Beck further warned how the main proponents of limits on cash transactions are attempting to force the entire bloc to support this by passing “a regulation instead of a directive.” This means that individual nation-states will not be able to avoid implementing these reforms, even if they are very much against preventing their citizens from using physical legal tender within their own countries.
Beck further warned that many EU parliamentarians have already rejected the 7,000 euro-limit on single cash transactions. He warned that the original proposal would have put the limit down to just 3,000 euros ($3,267). Fortunately, thanks in part to pressure from the AfD and other conservative parties in the European Parliament, this limit was increased to the current 7,000 euros.
Outside of the EU’s main political institutions, individual nations in Europe appear keen on curtailing the use of cash. In Germany, politicians are currently debating on whether or not a legal limit on cash transactions is a good idea.
In the Netherlands, cash transactions over 3,000 euros have already been banned. In France, residents are legally prohibited from paying for goods or services with cash if the transaction costs more than 1,000 euros.

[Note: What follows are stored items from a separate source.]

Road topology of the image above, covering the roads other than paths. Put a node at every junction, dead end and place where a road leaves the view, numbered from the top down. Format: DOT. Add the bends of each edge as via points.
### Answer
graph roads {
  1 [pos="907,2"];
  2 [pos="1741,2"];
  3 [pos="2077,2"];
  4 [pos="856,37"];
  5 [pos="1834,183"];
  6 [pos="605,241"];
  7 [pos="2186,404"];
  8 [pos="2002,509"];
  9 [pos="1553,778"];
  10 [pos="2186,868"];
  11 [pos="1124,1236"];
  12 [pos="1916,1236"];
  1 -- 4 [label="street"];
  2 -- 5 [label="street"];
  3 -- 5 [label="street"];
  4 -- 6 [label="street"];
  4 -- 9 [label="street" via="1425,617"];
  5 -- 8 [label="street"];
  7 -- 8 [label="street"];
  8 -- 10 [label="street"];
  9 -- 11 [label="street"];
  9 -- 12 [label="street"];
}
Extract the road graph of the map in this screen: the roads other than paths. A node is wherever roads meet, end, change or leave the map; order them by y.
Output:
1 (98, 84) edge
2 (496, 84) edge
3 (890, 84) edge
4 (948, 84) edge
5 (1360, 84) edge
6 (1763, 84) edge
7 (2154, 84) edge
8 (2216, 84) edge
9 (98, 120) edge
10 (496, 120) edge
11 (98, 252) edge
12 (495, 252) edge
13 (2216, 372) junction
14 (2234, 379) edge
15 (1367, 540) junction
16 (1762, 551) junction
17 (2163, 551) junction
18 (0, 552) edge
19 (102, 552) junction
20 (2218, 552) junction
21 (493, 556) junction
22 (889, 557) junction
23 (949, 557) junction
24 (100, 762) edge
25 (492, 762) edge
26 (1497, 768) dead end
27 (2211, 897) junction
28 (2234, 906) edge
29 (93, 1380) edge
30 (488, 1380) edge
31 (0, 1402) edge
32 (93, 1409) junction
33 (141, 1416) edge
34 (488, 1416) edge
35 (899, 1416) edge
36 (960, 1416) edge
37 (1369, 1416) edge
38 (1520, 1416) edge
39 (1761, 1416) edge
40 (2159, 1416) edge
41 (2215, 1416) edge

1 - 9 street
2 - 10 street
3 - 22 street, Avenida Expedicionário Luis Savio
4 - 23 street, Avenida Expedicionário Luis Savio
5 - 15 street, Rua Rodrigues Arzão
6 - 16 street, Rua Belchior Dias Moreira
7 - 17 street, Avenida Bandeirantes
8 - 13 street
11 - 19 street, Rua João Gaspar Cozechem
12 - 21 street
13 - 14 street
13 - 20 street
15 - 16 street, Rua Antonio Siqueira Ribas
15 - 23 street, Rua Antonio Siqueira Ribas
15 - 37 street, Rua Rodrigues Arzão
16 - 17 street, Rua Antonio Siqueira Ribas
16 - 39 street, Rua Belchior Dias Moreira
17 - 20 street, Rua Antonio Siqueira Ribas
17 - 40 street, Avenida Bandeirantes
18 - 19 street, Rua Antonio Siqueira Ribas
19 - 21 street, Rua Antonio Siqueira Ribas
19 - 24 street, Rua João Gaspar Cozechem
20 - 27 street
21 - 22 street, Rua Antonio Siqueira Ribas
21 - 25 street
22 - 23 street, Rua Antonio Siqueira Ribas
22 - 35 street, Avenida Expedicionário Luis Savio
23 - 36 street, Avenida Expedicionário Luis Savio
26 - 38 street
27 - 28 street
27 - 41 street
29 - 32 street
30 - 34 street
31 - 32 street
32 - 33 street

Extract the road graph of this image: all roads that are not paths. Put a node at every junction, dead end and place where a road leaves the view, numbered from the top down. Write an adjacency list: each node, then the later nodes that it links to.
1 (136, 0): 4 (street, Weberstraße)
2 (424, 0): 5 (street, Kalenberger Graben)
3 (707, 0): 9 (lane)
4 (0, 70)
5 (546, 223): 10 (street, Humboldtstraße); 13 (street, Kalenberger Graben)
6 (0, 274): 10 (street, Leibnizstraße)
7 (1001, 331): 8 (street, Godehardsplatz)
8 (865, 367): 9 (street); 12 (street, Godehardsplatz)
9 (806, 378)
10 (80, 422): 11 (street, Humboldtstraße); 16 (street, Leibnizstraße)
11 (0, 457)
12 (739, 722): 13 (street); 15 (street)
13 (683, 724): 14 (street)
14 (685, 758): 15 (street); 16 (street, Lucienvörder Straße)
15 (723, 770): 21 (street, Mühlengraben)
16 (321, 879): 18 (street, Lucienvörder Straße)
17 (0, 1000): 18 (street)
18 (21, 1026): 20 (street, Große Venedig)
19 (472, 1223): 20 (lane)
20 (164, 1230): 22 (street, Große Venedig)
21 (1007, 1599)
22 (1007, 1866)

Outside of Europe, Australia is considering implementing a ban on cash transactions worth more than AU$10,000 ($6,696).
Learn more about the expansion of government-sponsored digital currencies at CryptoCult.news.
Watch this episode of “Brighteon Broadcast News” as host Mike Adams, the Health Ranger, discusses how the government has declared war on cryptocurrencies to make way for central bank digital currencies.
This video is from the Health Ranger Report channel on Brighteon.com.
Ron DeSantis to introduce legislation in Florida prohibiting the use of CBDCs in the state.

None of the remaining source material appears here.